Updating an important modernist home to align with the rhythms and rituals of 21st-century life is always a complicated endeavor, requiring a delicate pas de deux between historical verisimilitude and contemporary expression. Nazarian approached the challenge with probity and patience. She had lived in the home for more than a decade before she embarked on the full-scale renovation. (She’d previously confined her modifications to the garden, originally designed by modernist landscape maestro Garrett Eckbo.) “Jones and the Smalleys were great friends. Jones was eulogized here after his passing. I understood the importance of the house in his body of work, and I knew that I’d become the caretaker of this phenomenal gem,” the homeowner says. “But architecture is a living thing. It has to be relevant to the way we live now. So we utilized Jones’s language in all the changes we made, to elevate and amplify the power of his architecture.”
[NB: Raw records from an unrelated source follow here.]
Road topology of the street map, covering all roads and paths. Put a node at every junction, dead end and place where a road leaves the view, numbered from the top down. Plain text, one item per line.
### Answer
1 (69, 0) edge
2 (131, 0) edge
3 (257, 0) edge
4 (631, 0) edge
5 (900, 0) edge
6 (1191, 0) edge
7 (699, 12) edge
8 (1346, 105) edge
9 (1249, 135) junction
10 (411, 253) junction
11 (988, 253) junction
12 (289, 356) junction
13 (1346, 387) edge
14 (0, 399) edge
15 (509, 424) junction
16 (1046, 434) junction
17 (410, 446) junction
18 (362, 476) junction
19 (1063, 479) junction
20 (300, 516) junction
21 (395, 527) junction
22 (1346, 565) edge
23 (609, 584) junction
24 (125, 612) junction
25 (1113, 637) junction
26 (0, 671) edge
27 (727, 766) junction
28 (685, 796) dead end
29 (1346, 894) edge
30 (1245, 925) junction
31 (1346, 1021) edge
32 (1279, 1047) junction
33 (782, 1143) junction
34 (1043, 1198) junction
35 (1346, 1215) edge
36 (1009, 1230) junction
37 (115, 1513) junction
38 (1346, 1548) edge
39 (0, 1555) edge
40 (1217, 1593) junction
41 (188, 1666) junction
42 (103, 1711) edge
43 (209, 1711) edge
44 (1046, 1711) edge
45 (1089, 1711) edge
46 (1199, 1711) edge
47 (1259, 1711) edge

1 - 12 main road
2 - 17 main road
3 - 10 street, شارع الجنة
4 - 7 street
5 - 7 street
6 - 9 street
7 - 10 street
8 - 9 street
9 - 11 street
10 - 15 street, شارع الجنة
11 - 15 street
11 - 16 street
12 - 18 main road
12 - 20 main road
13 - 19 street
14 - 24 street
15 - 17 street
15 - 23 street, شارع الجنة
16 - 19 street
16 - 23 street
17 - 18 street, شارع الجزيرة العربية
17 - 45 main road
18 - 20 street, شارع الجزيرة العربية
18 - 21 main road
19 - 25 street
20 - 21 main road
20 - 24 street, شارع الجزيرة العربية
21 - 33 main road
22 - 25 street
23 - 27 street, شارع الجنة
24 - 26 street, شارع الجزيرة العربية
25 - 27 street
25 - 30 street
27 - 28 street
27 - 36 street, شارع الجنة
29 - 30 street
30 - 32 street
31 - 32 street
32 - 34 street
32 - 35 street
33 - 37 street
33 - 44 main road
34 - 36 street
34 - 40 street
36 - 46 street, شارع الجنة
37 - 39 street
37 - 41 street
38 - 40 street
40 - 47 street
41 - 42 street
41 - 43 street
A Haas Brothers mushroom sculpture stands on an original pebble-embedded concrete floor off the dining room. Poufs by Dosa.

Jones had originally planned the house with the children’s bedrooms, family area, and kitchen on one side of the 7,500-square-foot structure, and the primary bedroom suite on the opposite side. Between the two he situated a soaring living room defined by a formidable spine wall of rough-sawn cedar that slices through the interior and extends out into the garden—a signature Jones detail that underscores the dynamic indoor-outdoor connection. “The biggest move we made was relocating Shula’s bedroom to the old children’s area on the more private side of the house, which has a much more human scale. From there, she can go to work in the generous home office and study we placed in the old primary. The progression through the house feels natural and easy,” Shamshiri says of the reorganized floor plan.
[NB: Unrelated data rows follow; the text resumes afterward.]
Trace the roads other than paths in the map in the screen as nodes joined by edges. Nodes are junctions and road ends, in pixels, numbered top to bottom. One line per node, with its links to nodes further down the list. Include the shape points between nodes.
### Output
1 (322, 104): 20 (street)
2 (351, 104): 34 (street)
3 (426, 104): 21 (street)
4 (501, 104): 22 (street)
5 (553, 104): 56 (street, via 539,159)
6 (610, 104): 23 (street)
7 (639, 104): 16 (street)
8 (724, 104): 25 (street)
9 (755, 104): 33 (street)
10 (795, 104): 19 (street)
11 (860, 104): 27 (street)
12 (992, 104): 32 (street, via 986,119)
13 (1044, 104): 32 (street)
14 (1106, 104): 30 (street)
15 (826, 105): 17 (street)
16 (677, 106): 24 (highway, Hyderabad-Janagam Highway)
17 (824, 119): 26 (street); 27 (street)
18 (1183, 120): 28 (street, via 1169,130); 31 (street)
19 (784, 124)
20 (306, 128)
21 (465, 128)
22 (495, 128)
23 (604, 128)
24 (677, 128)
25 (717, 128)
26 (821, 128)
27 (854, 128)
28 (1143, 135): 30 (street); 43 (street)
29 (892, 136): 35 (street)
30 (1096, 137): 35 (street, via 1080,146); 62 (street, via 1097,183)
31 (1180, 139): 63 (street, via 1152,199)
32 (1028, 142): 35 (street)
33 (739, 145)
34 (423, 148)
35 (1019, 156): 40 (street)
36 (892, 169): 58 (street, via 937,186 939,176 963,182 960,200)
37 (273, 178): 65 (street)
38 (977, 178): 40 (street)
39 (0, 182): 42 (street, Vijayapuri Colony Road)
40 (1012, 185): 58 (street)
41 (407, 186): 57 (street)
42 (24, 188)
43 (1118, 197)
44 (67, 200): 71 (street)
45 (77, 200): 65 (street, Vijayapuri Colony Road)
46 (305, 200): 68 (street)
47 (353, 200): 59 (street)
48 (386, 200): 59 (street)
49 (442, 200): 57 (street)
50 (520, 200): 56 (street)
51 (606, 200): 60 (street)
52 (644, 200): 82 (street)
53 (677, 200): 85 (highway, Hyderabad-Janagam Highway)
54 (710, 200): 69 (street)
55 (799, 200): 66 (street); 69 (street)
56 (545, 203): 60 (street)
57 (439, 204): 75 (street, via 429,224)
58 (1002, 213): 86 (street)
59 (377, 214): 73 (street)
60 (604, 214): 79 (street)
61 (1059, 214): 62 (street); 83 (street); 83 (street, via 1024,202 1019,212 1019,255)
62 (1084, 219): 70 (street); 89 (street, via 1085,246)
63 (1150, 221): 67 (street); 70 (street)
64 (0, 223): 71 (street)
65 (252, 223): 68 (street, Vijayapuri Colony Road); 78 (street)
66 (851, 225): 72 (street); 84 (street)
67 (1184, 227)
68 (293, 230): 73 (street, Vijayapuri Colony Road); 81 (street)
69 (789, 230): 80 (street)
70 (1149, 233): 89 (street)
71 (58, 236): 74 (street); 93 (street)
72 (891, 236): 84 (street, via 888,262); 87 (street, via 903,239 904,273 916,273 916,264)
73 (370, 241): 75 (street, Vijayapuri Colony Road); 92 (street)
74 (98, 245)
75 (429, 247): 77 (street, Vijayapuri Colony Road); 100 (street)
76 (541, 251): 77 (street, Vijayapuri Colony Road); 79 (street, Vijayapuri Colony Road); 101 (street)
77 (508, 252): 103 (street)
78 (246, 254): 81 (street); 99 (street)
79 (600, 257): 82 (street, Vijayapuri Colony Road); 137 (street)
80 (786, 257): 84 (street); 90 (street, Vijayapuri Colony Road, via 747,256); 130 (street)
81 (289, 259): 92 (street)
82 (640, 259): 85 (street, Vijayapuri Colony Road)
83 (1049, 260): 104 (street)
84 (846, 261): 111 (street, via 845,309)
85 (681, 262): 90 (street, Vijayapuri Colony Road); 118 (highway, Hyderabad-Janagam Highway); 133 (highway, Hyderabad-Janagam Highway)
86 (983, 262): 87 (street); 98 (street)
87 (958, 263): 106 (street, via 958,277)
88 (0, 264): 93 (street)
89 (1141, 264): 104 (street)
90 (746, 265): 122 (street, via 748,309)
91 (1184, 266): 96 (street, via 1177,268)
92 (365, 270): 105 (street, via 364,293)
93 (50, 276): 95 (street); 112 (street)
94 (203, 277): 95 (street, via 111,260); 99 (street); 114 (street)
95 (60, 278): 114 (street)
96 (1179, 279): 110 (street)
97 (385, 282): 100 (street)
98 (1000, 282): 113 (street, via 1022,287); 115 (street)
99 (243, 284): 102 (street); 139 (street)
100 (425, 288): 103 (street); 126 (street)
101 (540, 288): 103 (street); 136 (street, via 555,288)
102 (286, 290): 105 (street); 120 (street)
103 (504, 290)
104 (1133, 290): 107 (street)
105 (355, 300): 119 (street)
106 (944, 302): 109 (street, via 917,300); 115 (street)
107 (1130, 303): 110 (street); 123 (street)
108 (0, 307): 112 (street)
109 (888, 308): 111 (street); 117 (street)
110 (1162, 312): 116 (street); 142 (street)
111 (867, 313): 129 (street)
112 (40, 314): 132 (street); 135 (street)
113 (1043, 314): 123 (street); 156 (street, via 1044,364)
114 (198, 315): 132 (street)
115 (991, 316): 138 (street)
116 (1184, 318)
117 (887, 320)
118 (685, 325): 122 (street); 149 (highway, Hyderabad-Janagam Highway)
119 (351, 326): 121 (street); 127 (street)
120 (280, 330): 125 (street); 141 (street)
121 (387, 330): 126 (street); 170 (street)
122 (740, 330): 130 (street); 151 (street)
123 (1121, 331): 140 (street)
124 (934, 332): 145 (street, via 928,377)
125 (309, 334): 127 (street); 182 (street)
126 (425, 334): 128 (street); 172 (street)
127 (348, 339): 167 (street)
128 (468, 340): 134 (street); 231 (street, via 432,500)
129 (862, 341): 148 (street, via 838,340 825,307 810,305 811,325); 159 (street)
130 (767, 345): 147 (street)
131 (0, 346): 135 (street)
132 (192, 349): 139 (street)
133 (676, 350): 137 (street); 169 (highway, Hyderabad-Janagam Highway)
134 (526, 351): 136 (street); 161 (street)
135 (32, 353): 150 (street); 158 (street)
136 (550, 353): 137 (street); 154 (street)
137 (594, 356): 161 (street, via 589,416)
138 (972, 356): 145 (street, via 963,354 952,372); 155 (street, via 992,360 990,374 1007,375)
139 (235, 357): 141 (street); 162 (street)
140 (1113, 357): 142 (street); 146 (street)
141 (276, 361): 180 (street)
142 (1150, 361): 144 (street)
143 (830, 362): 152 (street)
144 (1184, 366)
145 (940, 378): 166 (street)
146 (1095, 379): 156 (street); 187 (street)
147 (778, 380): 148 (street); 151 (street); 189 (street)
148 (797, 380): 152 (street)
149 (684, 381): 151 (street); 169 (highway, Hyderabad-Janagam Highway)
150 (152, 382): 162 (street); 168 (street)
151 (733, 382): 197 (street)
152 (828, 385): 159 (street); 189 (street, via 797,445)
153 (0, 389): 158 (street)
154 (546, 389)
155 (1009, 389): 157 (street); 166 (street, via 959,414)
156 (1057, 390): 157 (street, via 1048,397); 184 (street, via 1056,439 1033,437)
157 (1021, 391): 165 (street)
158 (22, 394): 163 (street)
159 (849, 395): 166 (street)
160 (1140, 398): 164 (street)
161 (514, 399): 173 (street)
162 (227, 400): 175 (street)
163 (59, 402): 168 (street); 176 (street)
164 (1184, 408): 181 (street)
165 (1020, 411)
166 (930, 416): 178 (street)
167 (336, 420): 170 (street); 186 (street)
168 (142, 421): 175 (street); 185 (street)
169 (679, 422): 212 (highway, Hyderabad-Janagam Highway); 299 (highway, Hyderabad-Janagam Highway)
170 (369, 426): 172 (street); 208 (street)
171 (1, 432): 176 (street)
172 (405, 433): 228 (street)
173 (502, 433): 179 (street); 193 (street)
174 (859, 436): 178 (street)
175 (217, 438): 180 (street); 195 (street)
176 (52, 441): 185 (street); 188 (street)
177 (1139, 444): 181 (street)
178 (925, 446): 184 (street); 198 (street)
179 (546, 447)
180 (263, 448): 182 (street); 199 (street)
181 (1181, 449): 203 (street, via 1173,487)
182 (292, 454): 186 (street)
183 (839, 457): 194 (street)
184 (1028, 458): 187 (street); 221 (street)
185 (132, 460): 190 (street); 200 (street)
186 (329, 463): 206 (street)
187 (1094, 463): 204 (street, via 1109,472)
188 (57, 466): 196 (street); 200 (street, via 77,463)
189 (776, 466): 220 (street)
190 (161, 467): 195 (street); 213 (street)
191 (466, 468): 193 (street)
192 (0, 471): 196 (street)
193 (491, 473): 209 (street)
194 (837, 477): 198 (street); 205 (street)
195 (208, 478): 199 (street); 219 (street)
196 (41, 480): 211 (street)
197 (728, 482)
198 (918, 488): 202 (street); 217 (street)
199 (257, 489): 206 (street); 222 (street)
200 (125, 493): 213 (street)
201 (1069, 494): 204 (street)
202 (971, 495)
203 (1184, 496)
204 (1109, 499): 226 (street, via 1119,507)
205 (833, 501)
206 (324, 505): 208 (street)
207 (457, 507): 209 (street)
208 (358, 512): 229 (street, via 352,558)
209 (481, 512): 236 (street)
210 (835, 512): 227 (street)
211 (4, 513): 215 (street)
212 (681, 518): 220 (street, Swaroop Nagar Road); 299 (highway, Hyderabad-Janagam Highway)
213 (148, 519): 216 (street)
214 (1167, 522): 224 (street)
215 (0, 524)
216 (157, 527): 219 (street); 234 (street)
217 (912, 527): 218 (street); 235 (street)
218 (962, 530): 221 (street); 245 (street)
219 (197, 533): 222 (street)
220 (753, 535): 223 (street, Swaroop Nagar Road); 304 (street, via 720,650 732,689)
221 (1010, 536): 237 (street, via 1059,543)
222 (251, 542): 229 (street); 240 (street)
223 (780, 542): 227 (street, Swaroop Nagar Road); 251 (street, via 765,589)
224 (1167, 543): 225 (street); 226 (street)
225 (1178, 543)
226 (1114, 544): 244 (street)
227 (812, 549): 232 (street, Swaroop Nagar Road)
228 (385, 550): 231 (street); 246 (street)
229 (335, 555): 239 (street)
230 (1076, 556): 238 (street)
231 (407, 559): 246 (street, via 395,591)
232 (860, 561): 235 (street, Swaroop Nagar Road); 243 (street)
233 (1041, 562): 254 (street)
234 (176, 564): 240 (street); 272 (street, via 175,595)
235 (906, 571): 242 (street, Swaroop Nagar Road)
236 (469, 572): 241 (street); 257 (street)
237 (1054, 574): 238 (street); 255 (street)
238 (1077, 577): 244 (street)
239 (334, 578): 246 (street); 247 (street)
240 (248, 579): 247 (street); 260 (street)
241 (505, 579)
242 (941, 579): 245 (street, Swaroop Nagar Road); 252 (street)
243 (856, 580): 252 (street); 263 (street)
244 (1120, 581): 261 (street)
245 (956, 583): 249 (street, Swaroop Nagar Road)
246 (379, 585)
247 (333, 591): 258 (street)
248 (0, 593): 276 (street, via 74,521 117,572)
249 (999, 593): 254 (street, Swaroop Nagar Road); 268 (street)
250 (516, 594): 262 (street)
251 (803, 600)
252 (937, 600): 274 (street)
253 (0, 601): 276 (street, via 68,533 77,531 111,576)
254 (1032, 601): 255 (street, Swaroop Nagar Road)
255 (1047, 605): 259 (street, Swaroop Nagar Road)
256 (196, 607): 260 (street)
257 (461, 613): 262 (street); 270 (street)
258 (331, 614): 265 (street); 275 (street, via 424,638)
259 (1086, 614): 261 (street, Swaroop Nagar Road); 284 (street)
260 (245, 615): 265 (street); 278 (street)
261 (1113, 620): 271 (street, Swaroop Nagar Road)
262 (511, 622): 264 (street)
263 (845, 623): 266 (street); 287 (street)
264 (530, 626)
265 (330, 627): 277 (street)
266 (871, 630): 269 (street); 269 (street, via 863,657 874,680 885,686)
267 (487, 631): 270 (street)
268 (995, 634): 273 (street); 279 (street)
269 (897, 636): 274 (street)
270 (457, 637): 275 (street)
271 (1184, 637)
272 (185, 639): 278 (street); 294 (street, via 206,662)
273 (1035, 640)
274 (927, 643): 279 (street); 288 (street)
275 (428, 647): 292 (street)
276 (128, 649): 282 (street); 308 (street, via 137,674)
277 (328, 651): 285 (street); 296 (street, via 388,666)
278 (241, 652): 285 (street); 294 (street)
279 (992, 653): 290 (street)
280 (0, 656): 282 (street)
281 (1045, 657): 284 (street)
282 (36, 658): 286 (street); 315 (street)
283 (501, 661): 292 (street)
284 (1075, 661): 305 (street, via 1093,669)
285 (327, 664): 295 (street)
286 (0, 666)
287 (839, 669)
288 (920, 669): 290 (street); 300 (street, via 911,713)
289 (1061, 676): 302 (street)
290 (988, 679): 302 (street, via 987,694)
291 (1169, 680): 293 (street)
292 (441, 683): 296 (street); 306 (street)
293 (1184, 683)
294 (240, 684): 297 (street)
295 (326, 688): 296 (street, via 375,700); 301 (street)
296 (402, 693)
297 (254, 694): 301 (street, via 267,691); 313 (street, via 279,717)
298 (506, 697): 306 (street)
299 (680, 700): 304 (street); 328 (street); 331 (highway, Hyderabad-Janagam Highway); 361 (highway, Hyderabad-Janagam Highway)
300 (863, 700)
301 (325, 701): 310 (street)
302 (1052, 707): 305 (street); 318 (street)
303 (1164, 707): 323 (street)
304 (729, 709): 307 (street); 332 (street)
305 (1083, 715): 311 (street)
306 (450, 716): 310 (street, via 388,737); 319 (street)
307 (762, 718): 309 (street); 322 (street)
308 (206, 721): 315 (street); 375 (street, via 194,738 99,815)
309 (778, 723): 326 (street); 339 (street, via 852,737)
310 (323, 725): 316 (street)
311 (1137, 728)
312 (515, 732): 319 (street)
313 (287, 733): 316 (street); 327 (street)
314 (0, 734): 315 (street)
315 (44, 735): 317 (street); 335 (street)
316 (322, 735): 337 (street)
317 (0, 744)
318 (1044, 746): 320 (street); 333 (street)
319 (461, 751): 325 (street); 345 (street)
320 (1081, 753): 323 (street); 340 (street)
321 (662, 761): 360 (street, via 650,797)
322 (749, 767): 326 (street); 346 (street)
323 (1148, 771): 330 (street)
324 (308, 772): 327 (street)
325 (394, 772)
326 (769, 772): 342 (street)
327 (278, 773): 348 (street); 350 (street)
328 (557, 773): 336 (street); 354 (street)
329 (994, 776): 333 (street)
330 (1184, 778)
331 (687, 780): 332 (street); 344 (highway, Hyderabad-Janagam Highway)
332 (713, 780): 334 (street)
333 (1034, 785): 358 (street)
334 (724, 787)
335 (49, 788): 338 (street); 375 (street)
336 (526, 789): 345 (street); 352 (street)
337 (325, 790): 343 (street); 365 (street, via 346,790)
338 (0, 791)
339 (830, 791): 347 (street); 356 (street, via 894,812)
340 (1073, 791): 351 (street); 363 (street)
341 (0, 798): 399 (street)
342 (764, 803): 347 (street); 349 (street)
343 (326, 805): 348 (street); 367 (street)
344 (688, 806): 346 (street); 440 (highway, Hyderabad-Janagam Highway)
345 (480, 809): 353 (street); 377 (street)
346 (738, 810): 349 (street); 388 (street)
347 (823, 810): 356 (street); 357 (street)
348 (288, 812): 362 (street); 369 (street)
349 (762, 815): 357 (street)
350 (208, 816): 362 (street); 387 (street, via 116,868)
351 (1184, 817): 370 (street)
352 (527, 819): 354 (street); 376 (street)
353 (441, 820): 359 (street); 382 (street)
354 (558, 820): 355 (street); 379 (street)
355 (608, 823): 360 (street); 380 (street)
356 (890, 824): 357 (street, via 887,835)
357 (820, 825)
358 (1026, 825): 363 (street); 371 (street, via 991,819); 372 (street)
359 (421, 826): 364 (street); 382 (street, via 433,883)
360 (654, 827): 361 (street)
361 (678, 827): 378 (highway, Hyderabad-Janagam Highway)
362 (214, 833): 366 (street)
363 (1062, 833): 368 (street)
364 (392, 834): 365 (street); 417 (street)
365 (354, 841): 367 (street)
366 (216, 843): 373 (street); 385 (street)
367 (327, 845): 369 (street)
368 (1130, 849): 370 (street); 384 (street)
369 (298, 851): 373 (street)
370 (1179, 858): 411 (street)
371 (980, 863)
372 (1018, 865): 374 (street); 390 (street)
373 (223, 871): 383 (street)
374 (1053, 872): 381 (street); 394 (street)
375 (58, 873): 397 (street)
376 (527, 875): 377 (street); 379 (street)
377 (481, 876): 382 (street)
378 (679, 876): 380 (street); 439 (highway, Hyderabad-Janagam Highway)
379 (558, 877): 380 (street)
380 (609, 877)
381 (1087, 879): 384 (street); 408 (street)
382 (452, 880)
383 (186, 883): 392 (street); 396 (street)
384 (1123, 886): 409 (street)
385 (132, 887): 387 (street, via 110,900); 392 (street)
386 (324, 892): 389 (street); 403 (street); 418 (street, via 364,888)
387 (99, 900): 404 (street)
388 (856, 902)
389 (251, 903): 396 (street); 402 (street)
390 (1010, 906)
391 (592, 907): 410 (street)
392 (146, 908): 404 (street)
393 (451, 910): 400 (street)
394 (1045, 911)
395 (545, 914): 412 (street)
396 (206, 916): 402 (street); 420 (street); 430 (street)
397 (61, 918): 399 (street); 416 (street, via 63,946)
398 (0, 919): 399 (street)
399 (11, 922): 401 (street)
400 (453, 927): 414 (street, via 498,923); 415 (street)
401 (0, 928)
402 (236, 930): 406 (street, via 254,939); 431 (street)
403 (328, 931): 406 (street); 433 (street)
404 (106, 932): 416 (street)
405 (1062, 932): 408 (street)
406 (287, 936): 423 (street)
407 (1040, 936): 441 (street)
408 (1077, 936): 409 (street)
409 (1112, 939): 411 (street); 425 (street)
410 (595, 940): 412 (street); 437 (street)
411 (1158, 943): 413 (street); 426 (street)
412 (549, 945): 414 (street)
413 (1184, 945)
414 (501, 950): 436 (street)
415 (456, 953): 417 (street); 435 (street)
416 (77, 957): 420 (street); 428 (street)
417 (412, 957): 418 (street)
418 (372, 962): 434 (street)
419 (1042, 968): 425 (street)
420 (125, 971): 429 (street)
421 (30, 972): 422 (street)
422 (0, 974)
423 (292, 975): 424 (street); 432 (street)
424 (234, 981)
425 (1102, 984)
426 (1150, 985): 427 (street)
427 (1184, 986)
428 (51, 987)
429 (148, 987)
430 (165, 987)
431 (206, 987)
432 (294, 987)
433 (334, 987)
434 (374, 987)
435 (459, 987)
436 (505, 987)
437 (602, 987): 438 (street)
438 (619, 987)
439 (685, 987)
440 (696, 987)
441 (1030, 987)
Adjacent to the office, the designer created a sybaritic home spa with a clay sauna and a biomorphic bench and hot tub of black river stones inlaid in black concrete, a construction that echoes Jones’s sensational, circular-patterned concrete floors hand-seeded with pebbles. Those floor pads also suggested the form of the radically reconceived kitchen. “Honestly, it was the most challenging kitchen I’ve ever done,” Shamshiri confesses, emphasizing the wildly tight tolerances of the walnut cabinetry and doors. For Nazarian, the effort was clearly worth it. “The kitchen is a place of gathering and nourishment. The new design connects the house’s more formal areas with the family spaces in the most beautiful, generous, welcoming way,” she says.